> _TASK TO COMPLETE_
What you return should be every line of the material, unchanged.

> _SUPPLIED MATERIAL_
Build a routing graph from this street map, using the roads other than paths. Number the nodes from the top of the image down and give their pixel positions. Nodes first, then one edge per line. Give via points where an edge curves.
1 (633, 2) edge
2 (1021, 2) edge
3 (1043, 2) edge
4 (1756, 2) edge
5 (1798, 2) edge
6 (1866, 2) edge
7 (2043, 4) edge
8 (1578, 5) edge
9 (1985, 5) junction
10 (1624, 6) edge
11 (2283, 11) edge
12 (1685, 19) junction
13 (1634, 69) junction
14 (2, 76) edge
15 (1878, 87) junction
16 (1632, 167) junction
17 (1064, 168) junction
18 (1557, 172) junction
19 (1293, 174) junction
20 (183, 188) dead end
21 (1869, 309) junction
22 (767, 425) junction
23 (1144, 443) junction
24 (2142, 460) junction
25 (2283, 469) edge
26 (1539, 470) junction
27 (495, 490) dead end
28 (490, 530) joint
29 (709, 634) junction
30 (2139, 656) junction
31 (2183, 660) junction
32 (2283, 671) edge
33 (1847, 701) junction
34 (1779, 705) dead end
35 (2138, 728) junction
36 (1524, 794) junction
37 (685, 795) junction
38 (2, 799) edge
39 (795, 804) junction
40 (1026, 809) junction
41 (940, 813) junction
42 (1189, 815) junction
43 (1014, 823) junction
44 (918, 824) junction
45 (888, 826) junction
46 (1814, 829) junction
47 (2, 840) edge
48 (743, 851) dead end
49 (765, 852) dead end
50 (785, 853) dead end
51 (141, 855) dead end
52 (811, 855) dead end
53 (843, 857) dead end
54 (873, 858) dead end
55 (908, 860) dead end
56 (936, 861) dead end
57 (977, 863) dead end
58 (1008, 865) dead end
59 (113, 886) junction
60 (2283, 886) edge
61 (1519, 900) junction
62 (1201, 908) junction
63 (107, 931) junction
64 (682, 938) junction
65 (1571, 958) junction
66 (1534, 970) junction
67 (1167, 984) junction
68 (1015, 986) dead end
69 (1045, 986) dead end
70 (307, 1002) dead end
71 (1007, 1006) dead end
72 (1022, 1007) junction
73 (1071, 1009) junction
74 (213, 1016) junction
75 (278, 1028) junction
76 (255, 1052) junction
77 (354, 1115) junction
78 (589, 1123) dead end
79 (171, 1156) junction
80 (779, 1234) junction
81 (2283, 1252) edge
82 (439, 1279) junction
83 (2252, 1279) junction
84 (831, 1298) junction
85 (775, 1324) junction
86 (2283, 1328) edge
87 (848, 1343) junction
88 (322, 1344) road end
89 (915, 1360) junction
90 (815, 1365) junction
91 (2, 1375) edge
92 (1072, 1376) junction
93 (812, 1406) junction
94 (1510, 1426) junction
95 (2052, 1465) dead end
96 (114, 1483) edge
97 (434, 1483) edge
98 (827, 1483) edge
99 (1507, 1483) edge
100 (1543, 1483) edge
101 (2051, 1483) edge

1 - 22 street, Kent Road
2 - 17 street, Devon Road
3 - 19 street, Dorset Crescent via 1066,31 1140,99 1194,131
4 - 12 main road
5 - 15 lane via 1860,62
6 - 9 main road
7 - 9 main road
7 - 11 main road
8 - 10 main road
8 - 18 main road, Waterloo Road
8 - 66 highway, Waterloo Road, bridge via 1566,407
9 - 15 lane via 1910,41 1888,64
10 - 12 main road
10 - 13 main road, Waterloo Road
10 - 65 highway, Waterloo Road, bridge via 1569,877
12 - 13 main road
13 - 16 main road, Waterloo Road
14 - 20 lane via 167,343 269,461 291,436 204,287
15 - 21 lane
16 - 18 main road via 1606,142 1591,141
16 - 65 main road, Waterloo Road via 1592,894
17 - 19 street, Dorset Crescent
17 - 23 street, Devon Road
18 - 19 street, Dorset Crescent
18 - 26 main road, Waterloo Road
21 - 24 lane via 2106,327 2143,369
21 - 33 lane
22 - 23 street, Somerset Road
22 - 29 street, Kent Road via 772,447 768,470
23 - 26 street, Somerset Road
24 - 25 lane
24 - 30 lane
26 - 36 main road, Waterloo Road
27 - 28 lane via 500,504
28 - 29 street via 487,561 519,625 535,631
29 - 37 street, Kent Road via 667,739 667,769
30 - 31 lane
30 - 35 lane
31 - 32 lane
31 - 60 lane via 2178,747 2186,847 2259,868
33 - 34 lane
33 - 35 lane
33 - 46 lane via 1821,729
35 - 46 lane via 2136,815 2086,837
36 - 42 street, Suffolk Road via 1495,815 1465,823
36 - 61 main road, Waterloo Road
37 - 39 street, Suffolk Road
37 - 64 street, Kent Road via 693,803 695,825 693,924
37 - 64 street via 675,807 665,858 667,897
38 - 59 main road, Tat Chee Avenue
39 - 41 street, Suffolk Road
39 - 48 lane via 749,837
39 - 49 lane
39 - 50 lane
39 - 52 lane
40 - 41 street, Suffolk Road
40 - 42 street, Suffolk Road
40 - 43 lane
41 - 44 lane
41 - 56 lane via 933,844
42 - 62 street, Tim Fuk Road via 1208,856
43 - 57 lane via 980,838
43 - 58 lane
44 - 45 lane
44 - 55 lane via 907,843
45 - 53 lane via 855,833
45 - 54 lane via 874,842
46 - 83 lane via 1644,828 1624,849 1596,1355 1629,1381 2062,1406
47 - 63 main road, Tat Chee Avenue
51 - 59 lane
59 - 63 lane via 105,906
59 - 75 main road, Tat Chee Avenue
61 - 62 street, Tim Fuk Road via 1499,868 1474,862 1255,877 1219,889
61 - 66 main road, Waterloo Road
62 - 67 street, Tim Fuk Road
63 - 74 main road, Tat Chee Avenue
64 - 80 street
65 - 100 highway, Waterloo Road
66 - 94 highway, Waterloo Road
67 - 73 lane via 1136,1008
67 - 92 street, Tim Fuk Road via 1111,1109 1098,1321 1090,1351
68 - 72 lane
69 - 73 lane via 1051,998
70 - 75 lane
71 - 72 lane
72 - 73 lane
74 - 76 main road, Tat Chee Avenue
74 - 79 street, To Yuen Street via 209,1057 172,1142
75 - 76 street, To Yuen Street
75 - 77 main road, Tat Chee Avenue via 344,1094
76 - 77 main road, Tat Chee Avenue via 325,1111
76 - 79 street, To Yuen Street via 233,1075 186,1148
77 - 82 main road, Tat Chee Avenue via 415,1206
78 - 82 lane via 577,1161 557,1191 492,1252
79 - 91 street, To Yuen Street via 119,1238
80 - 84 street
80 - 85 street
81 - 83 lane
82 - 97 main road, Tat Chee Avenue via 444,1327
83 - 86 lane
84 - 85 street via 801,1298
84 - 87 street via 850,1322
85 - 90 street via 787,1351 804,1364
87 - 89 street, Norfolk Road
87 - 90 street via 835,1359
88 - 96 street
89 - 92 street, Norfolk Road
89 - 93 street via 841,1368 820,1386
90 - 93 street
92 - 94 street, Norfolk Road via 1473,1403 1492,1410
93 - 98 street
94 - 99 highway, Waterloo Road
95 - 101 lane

> _OUTPUT OF THE EXERCISE_
Build a routing graph from this street map, using the roads other than paths. Number the nodes from the top of the image down and give their pixel positions. Nodes first, then one edge per line. Give via points where an edge curves.
1 (633, 2) edge
2 (1021, 2) edge
3 (1043, 2) edge
4 (1756, 2) edge
5 (1798, 2) edge
6 (1866, 2) edge
7 (2043, 4) edge
8 (1578, 5) edge
9 (1985, 5) junction
10 (1624, 6) edge
11 (2283, 11) edge
12 (1685, 19) junction
13 (1634, 69) junction
14 (2, 76) edge
15 (1878, 87) junction
16 (1632, 167) junction
17 (1064, 168) junction
18 (1557, 172) junction
19 (1293, 174) junction
20 (183, 188) dead end
21 (1869, 309) junction
22 (767, 425) junction
23 (1144, 443) junction
24 (2142, 460) junction
25 (2283, 469) edge
26 (1539, 470) junction
27 (495, 490) dead end
28 (490, 530) joint
29 (709, 634) junction
30 (2139, 656) junction
31 (2183, 660) junction
32 (2283, 671) edge
33 (1847, 701) junction
34 (1779, 705) dead end
35 (2138, 728) junction
36 (1524, 794) junction
37 (685, 795) junction
38 (2, 799) edge
39 (795, 804) junction
40 (1026, 809) junction
41 (940, 813) junction
42 (1189, 815) junction
43 (1014, 823) junction
44 (918, 824) junction
45 (888, 826) junction
46 (1814, 829) junction
47 (2, 840) edge
48 (743, 851) dead end
49 (765, 852) dead end
50 (785, 853) dead end
51 (141, 855) dead end
52 (811, 855) dead end
53 (843, 857) dead end
54 (873, 858) dead end
55 (908, 860) dead end
56 (936, 861) dead end
57 (977, 863) dead end
58 (1008, 865) dead end
59 (113, 886) junction
60 (2283, 886) edge
61 (1519, 900) junction
62 (1201, 908) junction
63 (107, 931) junction
64 (682, 938) junction
65 (1571, 958) junction
66 (1534, 970) junction
67 (1167, 984) junction
68 (1015, 986) dead end
69 (1045, 986) dead end
70 (307, 1002) dead end
71 (1007, 1006) dead end
72 (1022, 1007) junction
73 (1071, 1009) junction
74 (213, 1016) junction
75 (278, 1028) junction
76 (255, 1052) junction
77 (354, 1115) junction
78 (589, 1123) dead end
79 (171, 1156) junction
80 (779, 1234) junction
81 (2283, 1252) edge
82 (439, 1279) junction
83 (2252, 1279) junction
84 (831, 1298) junction
85 (775, 1324) junction
86 (2283, 1328) edge
87 (848, 1343) junction
88 (322, 1344) road end
89 (915, 1360) junction
90 (815, 1365) junction
91 (2, 1375) edge
92 (1072, 1376) junction
93 (812, 1406) junction
94 (1510, 1426) junction
95 (2052, 1465) dead end
96 (114, 1483) edge
97 (434, 1483) edge
98 (827, 1483) edge
99 (1507, 1483) edge
100 (1543, 1483) edge
101 (2051, 1483) edge

1 - 22 street, Kent Road
2 - 17 street, Devon Road
3 - 19 street, Dorset Crescent via 1066,31 1140,99 1194,131
4 - 12 main road
5 - 15 lane via 1860,62
6 - 9 main road
7 - 9 main road
7 - 11 main road
8 - 10 main road
8 - 18 main road, Waterloo Road
8 - 66 highway, Waterloo Road, bridge via 1566,407
9 - 15 lane via 1910,41 1888,64
10 - 12 main road
10 - 13 main road, Waterloo Road
10 - 65 highway, Waterloo Road, bridge via 1569,877
12 - 13 main road
13 - 16 main road, Waterloo Road
14 - 20 lane via 167,343 269,461 291,436 204,287
15 - 21 lane
16 - 18 main road via 1606,142 1591,141
16 - 65 main road, Waterloo Road via 1592,894
17 - 19 street, Dorset Crescent
17 - 23 street, Devon Road
18 - 19 street, Dorset Crescent
18 - 26 main road, Waterloo Road
21 - 24 lane via 2106,327 2143,369
21 - 33 lane
22 - 23 street, Somerset Road
22 - 29 street, Kent Road via 772,447 768,470
23 - 26 street, Somerset Road
24 - 25 lane
24 - 30 lane
26 - 36 main road, Waterloo Road
27 - 28 lane via 500,504
28 - 29 street via 487,561 519,625 535,631
29 - 37 street, Kent Road via 667,739 667,769
30 - 31 lane
30 - 35 lane
31 - 32 lane
31 - 60 lane via 2178,747 2186,847 2259,868
33 - 34 lane
33 - 35 lane
33 - 46 lane via 1821,729
35 - 46 lane via 2136,815 2086,837
36 - 42 street, Suffolk Road via 1495,815 1465,823
36 - 61 main road, Waterloo Road
37 - 39 street, Suffolk Road
37 - 64 street, Kent Road via 693,803 695,825 693,924
37 - 64 street via 675,807 665,858 667,897
38 - 59 main road, Tat Chee Avenue
39 - 41 street, Suffolk Road
39 - 48 lane via 749,837
39 - 49 lane
39 - 50 lane
39 - 52 lane
40 - 41 street, Suffolk Road
40 - 42 street, Suffolk Road
40 - 43 lane
41 - 44 lane
41 - 56 lane via 933,844
42 - 62 street, Tim Fuk Road via 1208,856
43 - 57 lane via 980,838
43 - 58 lane
44 - 45 lane
44 - 55 lane via 907,843
45 - 53 lane via 855,833
45 - 54 lane via 874,842
46 - 83 lane via 1644,828 1624,849 1596,1355 1629,1381 2062,1406
47 - 63 main road, Tat Chee Avenue
51 - 59 lane
59 - 63 lane via 105,906
59 - 75 main road, Tat Chee Avenue
61 - 62 street, Tim Fuk Road via 1499,868 1474,862 1255,877 1219,889
61 - 66 main road, Waterloo Road
62 - 67 street, Tim Fuk Road
63 - 74 main road, Tat Chee Avenue
64 - 80 street
65 - 100 highway, Waterloo Road
66 - 94 highway, Waterloo Road
67 - 73 lane via 1136,1008
67 - 92 street, Tim Fuk Road via 1111,1109 1098,1321 1090,1351
68 - 72 lane
69 - 73 lane via 1051,998
70 - 75 lane
71 - 72 lane
72 - 73 lane
74 - 76 main road, Tat Chee Avenue
74 - 79 street, To Yuen Street via 209,1057 172,1142
75 - 76 street, To Yuen Street
75 - 77 main road, Tat Chee Avenue via 344,1094
76 - 77 main road, Tat Chee Avenue via 325,1111
76 - 79 street, To Yuen Street via 233,1075 186,1148
77 - 82 main road, Tat Chee Avenue via 415,1206
78 - 82 lane via 577,1161 557,1191 492,1252
79 - 91 street, To Yuen Street via 119,1238
80 - 84 street
80 - 85 street
81 - 83 lane
82 - 97 main road, Tat Chee Avenue via 444,1327
83 - 86 lane
84 - 85 street via 801,1298
84 - 87 street via 850,1322
85 - 90 street via 787,1351 804,1364
87 - 89 street, Norfolk Road
87 - 90 street via 835,1359
88 - 96 street
89 - 92 street, Norfolk Road
89 - 93 street via 841,1368 820,1386
90 - 93 street
92 - 94 street, Norfolk Road via 1473,1403 1492,1410
93 - 98 street
94 - 99 highway, Waterloo Road
95 - 101 lane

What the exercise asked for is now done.